Citizen journalism was critical in the Arab Spring over the past year as ordinary people used Facebook, Twitter and YouTube and other social media to push new ideas, organize protests, and document the atrocities of long entrenched dictatorships. Now they’re getting a more formal outlet with the start up of CitJo, a portal that will connect bloggers and videographers with official media agencies around the world. While this hasn’t gotten much notice outside the Middle East, it is an innovative approach to a question that remains unresolved in the West (try asking the New York City Police Department who is a journalist). The portal will allow citizen journalists to sell their work under a variety of copyright licenses, giving some of them a potential revenue stream.

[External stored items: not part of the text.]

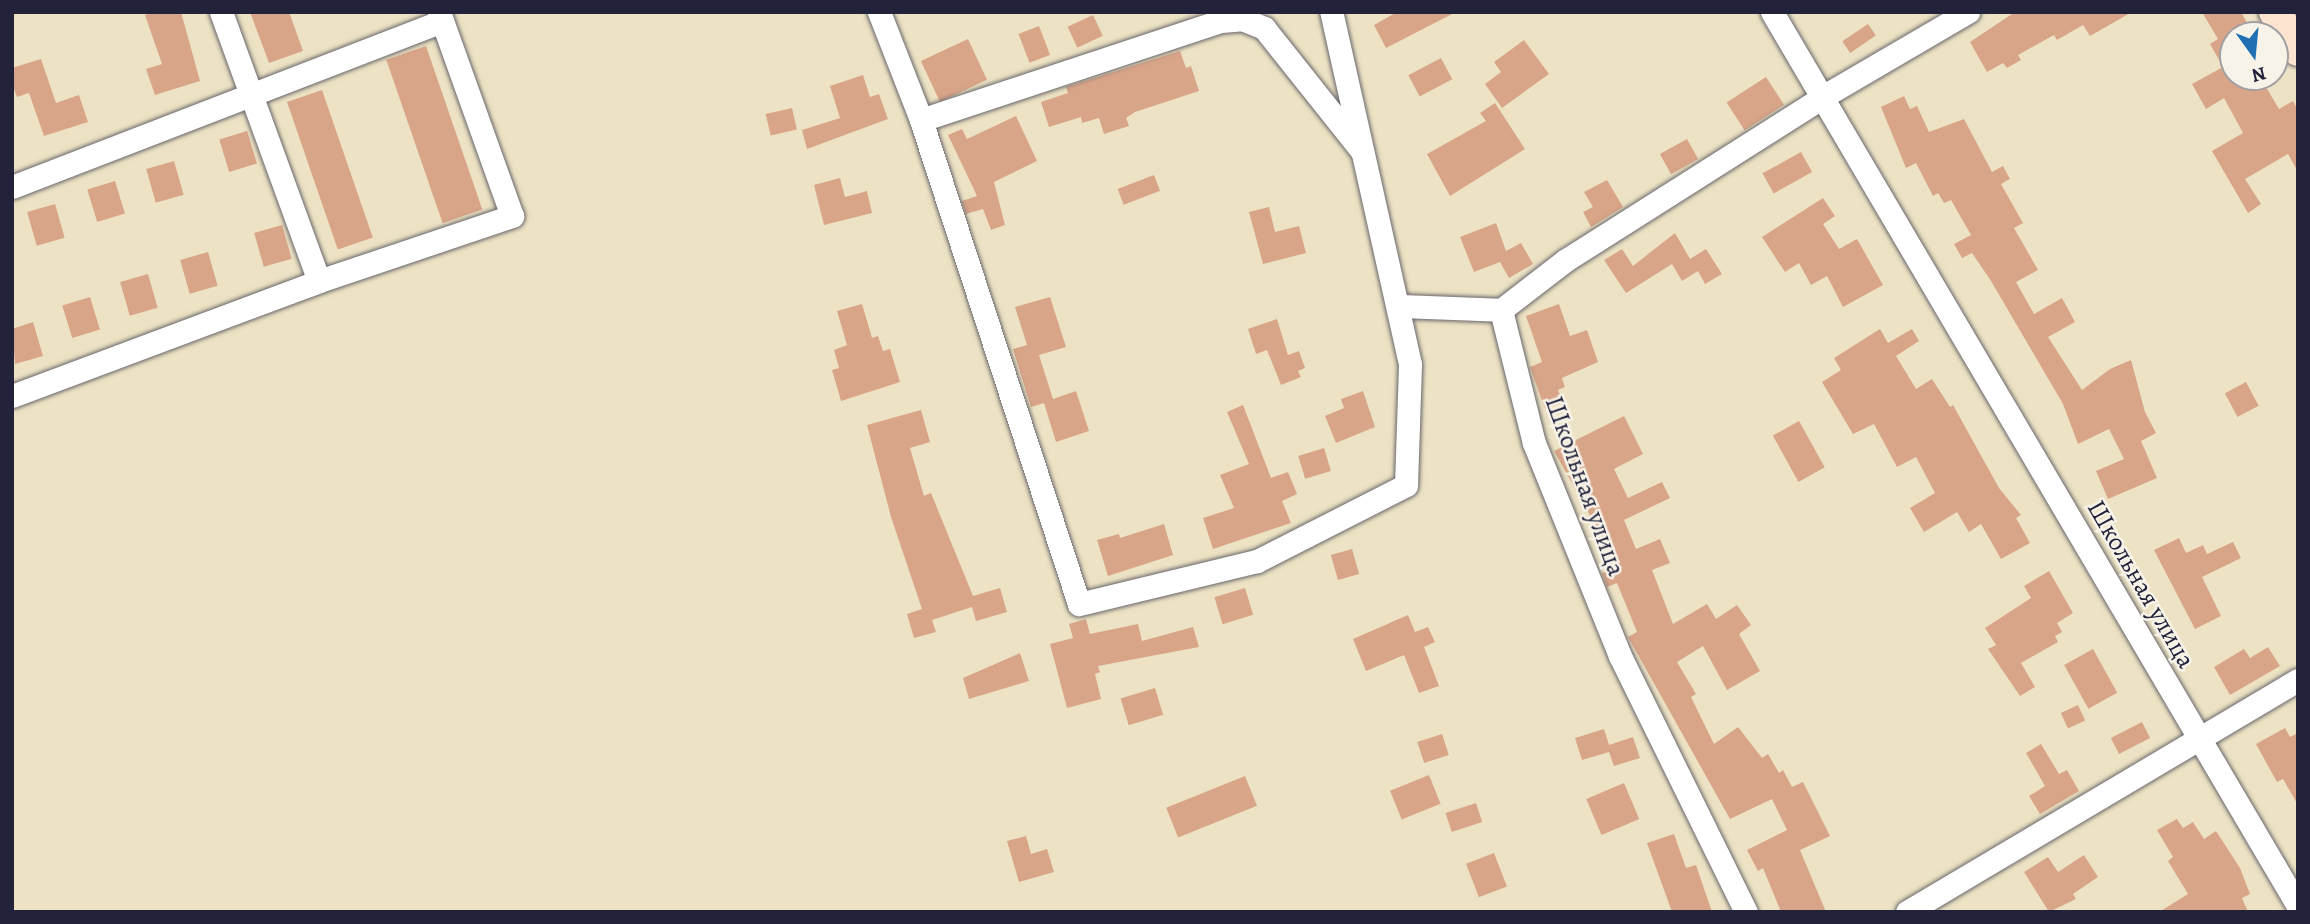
<!DOCTYPE html>
<meta charset="utf-8">
<style>
body{margin:0}
#map{position:relative;width:2310px;height:924px;overflow:hidden;background:#ede3c4;font-family:Alegreya,serif}
div>[style]{position:absolute}
.building>*{inset:0;background:#d9a588;transform-origin:0 0}
.roads{filter:drop-shadow(0 0 2px #69666b) drop-shadow(0 0 2px #69666b)}
.street>*{height:23px;margin:-11.5px;padding:0 11.5px;transform-origin:11.5px;border-radius:11.5px;background:#fff}
.secondary>*{height:32px;margin:-16px;padding:0 16px;transform-origin:16px;border-radius:16px;background:#fde4d1}
span{translate:-50% -50%;white-space:nowrap;text-align:center;line-height:1.15;-webkit-text-stroke:5px #f7f3e8;paint-order:stroke}
.street-label{font-size:26px;color:#22223b}
.frame{position:absolute;inset:0;border:14px solid #22223b;pointer-events:none}
.north{position:absolute;left:2219px;top:21px;width:70px;height:70px;box-sizing:border-box;background:#f7f3e8;border:2px solid #a29fa3;border-radius:50%;rotate:165deg;font-size:19px;font-weight:700;line-height:28px;text-align:center;color:#22223b}
.north::after{content:'';display:block;margin:auto;width:24px;height:32px;background:#1f6fb2;clip-path:polygon(50% 0,100% 100%,50% 72%,0 100%)}
</style>
<div id="map">
<div class="building">
<i style="clip-path:polygon(153px 12px,181px 12px,200px 81px,155px 95px,146px 69px,162px 64px,145px 15px)"></i>
<i style="clip-path:polygon(250px 12px,289px 12px,303px 51px,269px 63px)"></i>
<i style="clip-path:polygon(1397px 12px,1456px 12px,1386px 48px,1374px 25px)"></i>
<i style="clip-path:polygon(2015px 12px,2132px 12px,2090px 36px,2083px 25px,2057px 40px,2054px 35px,2018px 55px,2021px 60px,2007px 68px,2003px 63px,1987px 72px,1970px 42px)"></i>
<i style="clip-path:polygon(2202px 12px,2241px 12px,2254px 35px,2233px 35px,2233px 77px,2260px 77px,2279px 109px,2293px 101px,2298px 110px,2298px 172px,2288px 154px,2245px 179px,2261px 204px,2248px 213px,2212px 151px,2243px 133px,2224px 98px,2206px 109px,2192px 84px,2223px 67px,2210px 44px,2218px 39px)"></i>
<i style="left:1093px;top:15px;width:23px;height:28px;rotate:65deg"></i>
<i style="left:1868px;top:24px;width:14px;height:31px;rotate:56deg"></i>
<i style="left:1039px;top:26px;width:31px;height:22px;rotate:69deg"></i>
<i style="left:968px;top:39px;width:45px;height:52px;rotate:65deg"></i>
<i style="clip-path:polygon(1524px 40px,1549px 74px,1502px 108px,1485px 84px,1501px 72px,1494px 62px)"></i>
<i style="left:426px;top:46px;width:173px;height:42px;rotate:71deg"></i>
<i style="clip-path:polygon(1180px 51px,1186px 68px,1191px 66px,1199px 91px,1135px 112px,1126px 118px,1129px 126px,1104px 134px,1099px 118px,1082px 123px,1081px 117px,1049px 127px,1041px 102px,1068px 93px,1066px 87px)"></i>
<i style="left:1441px;top:58px;width:24px;height:37px;rotate:62deg"></i>
<i style="clip-path:polygon(41px 59px,56px 103px,79px 95px,88px 122px,44px 136px,29px 93px,17px 97px,12px 83px,12px 68px)"></i>
<i style="clip-path:polygon(863px 75px,870px 97px,879px 94px,888px 119px,807px 149px,802px 130px,840px 118px,830px 86px)"></i>
<i style="left:1766px;top:77px;width:33px;height:47px;rotate:57deg"></i>
<i style="left:322px;top:90px;width:156px;height:37px;rotate:71deg"></i>
<i style="clip-path:polygon(1904px 96px,1910px 109px,1917px 106px,1929px 132px,1964px 119px,1992px 172px,2003px 166px,2010px 179px,2001px 184px,2023px 223px,2014px 228px,2038px 270px,2016px 282px,2034px 314px,2062px 298px,2075px 322px,2048px 337px,2082px 390px,2110px 369px,2131px 360px,2145px 412px,2156px 433px,2141px 441px,2157px 478px,2108px 499px,2096px 471px,2124px 459px,2109px 429px,2078px 444px,2063px 404px,1991px 281px,1972px 253px,1962px 258px,1954px 244px,1971px 235px,1951px 200px,1944px 203px,1938px 193px,1933px 196px,1916px 163px,1906px 168px,1881px 107px)"></i>
<i style="clip-path:polygon(1495px 103px,1525px 149px,1450px 196px,1427px 154px,1486px 121px,1480px 113px)"></i>
<i style="left:792px;top:108px;width:22px;height:27px;rotate:77deg"></i>
<i style="clip-path:polygon(1016px 116px,1037px 161px,994px 182px,1005px 225px,991px 230px,983px 209px,966px 214px,962px 201px,977px 196px,948px 135px,962px 129px,967px 139px)"></i>
<i style="left:247px;top:131px;width:34px;height:29px;rotate:73deg"></i>
<i style="left:1687px;top:139px;width:23px;height:31px;rotate:61deg"></i>
<i style="left:1801px;top:152px;width:23px;height:44px;rotate:61deg"></i>
<i style="left:174px;top:161px;width:35px;height:29px;rotate:74deg"></i>
<i style="left:1154px;top:175px;width:17px;height:39px;rotate:69deg"></i>
<i style="clip-path:polygon(840px 178px,845px 197px,867px 191px,872px 213px,824px 225px,814px 185px)"></i>
<i style="clip-path:polygon(1607px 180px,1623px 207px,1591px 227px,1583px 212px,1593px 207px,1584px 192px)"></i>
<i style="left:115px;top:181px;width:34px;height:29px;rotate:73deg"></i>
<i style="clip-path:polygon(1823px 198px,1835px 216px,1823px 224px,1839px 249px,1857px 239px,1883px 285px,1843px 307px,1827px 276px,1811px 285px,1799px 263px,1785px 272px,1762px 237px)"></i>
<i style="left:55px;top:204px;width:35px;height:29px;rotate:74deg"></i>
<i style="clip-path:polygon(1269px 207px,1275px 232px,1299px 226px,1306px 253px,1263px 264px,1249px 212px)"></i>
<i style="clip-path:polygon(1496px 223px,1506px 251px,1521px 243px,1533px 264px,1509px 278px,1500px 262px,1474px 272px,1460px 237px)"></i>
<i style="left:282px;top:225px;width:35px;height:29px;rotate:74deg"></i>
<i style="clip-path:polygon(1675px 233px,1690px 259px,1706px 249px,1722px 274px,1705px 284px,1698px 271px,1682px 281px,1672px 264px,1626px 293px,1604px 260px,1622px 249px,1633px 266px)"></i>
<i style="left:208px;top:252px;width:35px;height:29px;rotate:74deg"></i>
<i style="left:148px;top:274px;width:35px;height:29px;rotate:74deg"></i>
<i style="left:90px;top:297px;width:34px;height:29px;rotate:73deg"></i>
<i style="clip-path:polygon(1050px 297px,1066px 347px,1039px 355px,1053px 399px,1076px 391px,1089px 431px,1056px 442px,1044px 403px,1031px 407px,1013px 349px,1027px 345px,1015px 307px)"></i>
<i style="clip-path:polygon(862px 304px,872px 338px,878px 336px,883px 351px,890px 349px,900px 382px,841px 401px,832px 370px,839px 368px,834px 350px,847px 345px,837px 311px)"></i>
<i style="clip-path:polygon(1559px 304px,1570px 336px,1587px 330px,1598px 362px,1562px 378px,1565px 387px,1558px 390px,1563px 402px,1545px 409px,1530px 367px,1542px 362px,1526px 316px)"></i>
<i style="clip-path:polygon(1277px 319px,1288px 355px,1299px 351px,1305px 368px,1298px 371px,1301px 377px,1281px 385px,1267px 350px,1256px 354px,1248px 329px)"></i>
<i style="clip-path:polygon(33px 322px,43px 356px,15px 364px,12px 329px)"></i>
<i style="clip-path:polygon(1880px 329px,1888px 343px,1912px 329px,1919px 341px,1896px 356px,1916px 389px,1932px 379px,1950px 407px,1953px 405px,1999px 488px,2021px 515px,2016px 518px,2030px 543px,2001px 559px,1981px 524px,1969px 532px,1957px 512px,1924px 532px,1910px 508px,1935px 493px,1916px 457px,1897px 467px,1874px 424px,1853px 434px,1822px 382px,1841px 370px,1834px 358px)"></i>
<i style="left:2246px;top:382px;width:27px;height:24px;rotate:62deg"></i>
<i style="clip-path:polygon(1363px 391px,1375px 427px,1336px 443px,1325px 416px,1344px 408px,1341px 399px)"></i>
<i style="clip-path:polygon(1243px 405px,1271px 478px,1288px 472px,1297px 494px,1282px 501px,1291px 523px,1213px 549px,1203px 518px,1234px 508px,1220px 475px,1249px 464px,1227px 412px)"></i>
<i style="clip-path:polygon(921px 410px,930px 442px,910px 448px,924px 496px,931px 493px,973px 596px,1000px 588px,1007px 612px,976px 621px,972px 607px,932px 620px,936px 632px,914px 638px,907px 614px,922px 609px,891px 517px,867px 425px)"></i>
<i style="clip-path:polygon(1624px 416px,1643px 454px,1614px 469px,1628px 498px,1662px 482px,1670px 498px,1624px 520px,1636px 549px,1660px 539px,1670px 563px,1652px 570px,1673px 624px,1707px 604px,1716px 619px,1737px 605px,1751px 625px,1739px 634px,1760px 671px,1727px 690px,1703px 646px,1677px 662px,1696px 694px,1691px 697px,1714px 744px,1738px 727px,1762px 758px,1768px 754px,1779px 773px,1783px 770px,1792px 787px,1803px 782px,1830px 836px,1800px 850px,1826px 912px,1781px 912px,1763px 868px,1758px 871px,1747px 850px,1787px 830px,1772px 799px,1730px 819px,1628px 637px,1637px 632px,1617px 583px,1607px 587px,1602px 573px,1612px 569px,1606px 553px,1610px 551px,1554px 451px)"></i>
<i style="left:1799px;top:421px;width:53px;height:30px;rotate:61deg"></i>
<i style="left:1324px;top:448px;width:24px;height:27px;rotate:73deg"></i>
<i style="clip-path:polygon(1164px 524px,1173px 555px,1108px 576px,1097px 540px,1119px 534px,1120px 538px)"></i>
<i style="clip-path:polygon(2179px 538px,2186px 553px,2203px 545px,2207px 554px,2233px 542px,2241px 558px,2202px 577px,2221px 616px,2195px 629px,2154px 550px)"></i>
<i style="left:1352px;top:549px;width:26px;height:22px;rotate:74deg"></i>
<i style="clip-path:polygon(2049px 571px,2073px 613px,2057px 623px,2062px 632px,2055px 636px,2058px 642px,2021px 663px,2035px 687px,2020px 696px,1988px 649px,1996px 645px,1985px 628px,2031px 598px,2024px 586px)"></i>
<i style="left:1245px;top:588px;width:28px;height:32px;rotate:73deg"></i>
<i style="clip-path:polygon(1408px 615px,1415px 632px,1428px 627px,1435px 642px,1424px 647px,1439px 686px,1419px 693px,1404px 655px,1366px 671px,1353px 639px)"></i>
<i style="clip-path:polygon(1086px 619px,1090px 634px,1138px 624px,1142px 641px,1193px 627px,1199px 647px,1098px 666px,1100px 672px,1095px 674px,1101px 699px,1067px 708px,1050px 644px,1073px 638px,1069px 624px)"></i>
<i style="clip-path:polygon(2268px 647px,2280px 666px,2230px 695px,2214px 667px,2244px 649px,2250px 658px)"></i>
<i style="left:2093px;top:649px;width:50px;height:33px;rotate:61deg"></i>
<i style="clip-path:polygon(1020px 653px,1029px 681px,969px 699px,963px 678px)"></i>
<i style="left:1155px;top:688px;width:28px;height:36px;rotate:73deg"></i>
<i style="left:2078px;top:705px;width:17px;height:19px;rotate:65deg"></i>
<i style="left:2142px;top:722px;width:18px;height:35px;rotate:63deg"></i>
<i style="clip-path:polygon(2285px 728px,2290px 737px,2298px 733px,2298px 805px,2283px 779px,2277px 782px,2256px 744px)"></i>
<i style="clip-path:polygon(1604px 729px,1609px 745px,1633px 737px,1640px 758px,1614px 766px,1609px 752px,1582px 760px,1575px 738px)"></i>
<i style="left:1442px;top:734px;width:22px;height:26px;rotate:72deg"></i>
<i style="clip-path:polygon(2041px 744px,2059px 774px,2067px 770px,2079px 791px,2040px 814px,2029px 796px,2045px 786px,2026px 753px)"></i>
<i style="left:1429px;top:775px;width:31px;height:42px;rotate:68deg"></i>
<i style="left:1245px;top:776px;width:32px;height:85px;rotate:68deg"></i>
<i style="left:1624px;top:783px;width:39px;height:41px;rotate:67deg"></i>
<i style="left:1476px;top:803px;width:20px;height:32px;rotate:72deg"></i>
<i style="clip-path:polygon(2177px 819px,2183px 828px,2193px 822px,2204px 839px,2216px 831px,2240px 868px,2250px 894px,2242px 898px,2248px 912px,2159px 912px,2188px 894px,2168px 861px,2173px 857px,2157px 830px)"></i>
<i style="clip-path:polygon(1674px 834px,1686px 868px,1696px 865px,1712px 912px,1672px 912px,1647px 843px)"></i>
<i style="clip-path:polygon(1026px 836px,1031px 854px,1047px 849px,1054px 872px,1019px 882px,1007px 841px)"></i>
<i style="left:1494px;top:853px;width:36px;height:30px;rotate:69deg"></i>
<i style="clip-path:polygon(2084px 855px,2098px 877px,2073px 894px,2076px 899px,2049px 912px,2024px 872px,2048px 857px,2058px 872px)"></i>
</div>
<div class="roads">
<div class="street">
<i style="left:221px;top:12px;width:286px;rotate:70deg"></i>
<i style="left:879px;top:12px;width:116px;rotate:68.7deg"></i>
<i style="left:921px;top:120px;width:509px;rotate:71.92deg"></i>
<i style="left:1079px;top:604px;width:183px;rotate:-13.6deg"></i>
<i style="left:1257px;top:561px;width:167px;rotate:-27deg"></i>
<i style="left:1406px;top:485px;width:121px;rotate:-88.1deg"></i>
<i style="left:1410px;top:364px;width:361px;rotate:-102.6deg"></i>
<i style="left:1772px;top:12px;width:1037px;rotate:59.53deg"></i>
<i style="left:921px;top:120px;width:316px;rotate:-18.3deg"></i>
<i style="left:1221px;top:21px;width:21px;rotate:-5deg"></i>
<i style="left:1242px;top:19px;width:24px;rotate:22deg"></i>
<i style="left:1264px;top:28px;width:156px;rotate:51.5deg"></i>
<i style="left:12px;top:187px;width:461px;rotate:-21.1deg"></i>
<i style="left:1399px;top:306px;width:102px;rotate:2.2deg"></i>
<i style="left:1501px;top:310px;width:137px;rotate:76.1deg"></i>
<i style="left:1534px;top:443px;width:230px;rotate:68deg"></i>
<i style="left:1620px;top:656px;width:285px;rotate:63.8deg"></i>
<i style="left:1501px;top:310px;width:82px;rotate:-37.6deg"></i>
<i style="left:1566px;top:260px;width:306px;rotate:-32.4deg"></i>
<i style="left:1824px;top:96px;width:167px;rotate:-30.3deg"></i>
<i style="left:12px;top:396px;width:328px;rotate:-20.5deg"></i>
<i style="left:319px;top:281px;width:204px;rotate:-18.6deg"></i>
<i style="left:512px;top:216px;width:217px;rotate:-109.7deg"></i>
<i style="left:1907px;top:912px;width:455px;rotate:-30.7deg"></i>
</div>
<div class="secondary">
<i style="left:2275px;top:12px;width:44px;rotate:58.8deg"></i>
</div>
</div>
<div class="street-label">
<span style="left:1585px;top:486px;rotate:70deg">Школьная улица</span>
<span style="left:2141px;top:584px;rotate:60deg">Школьная улица</span>
</div>
<div class="frame"></div>
<div class="north">N</div>
</div>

According to Mahamad El Tanahy, Managing Director of CitJo,
Our aim is to provide an easy way for citizen journalists to get their word out and generate revenue. We’re looking to provide all the features necessary to make citizen journalists’ lives easier, starting with a migration of the service to Arabic, launching an online payment service, and much more to come.
It will be interesting to see how this develops, especially if some of the participants begin to be noticed for their work. And there are challenges to be resolved – are news agencies going to accept submissions that are not edited, fact-checked, or screened? Will they be willing to pay for videos if other people are making videos of the same events freely available on YouTube? And there may be competition from existing citizen journalism sites – AlJazeera’s Your Media, for example – that take submissions but do not offer payment.
It’s a fascinating experiment. Check out the CitJo website – it’s nicely done and will give you a glimpse of an innovative journalism experiment in action.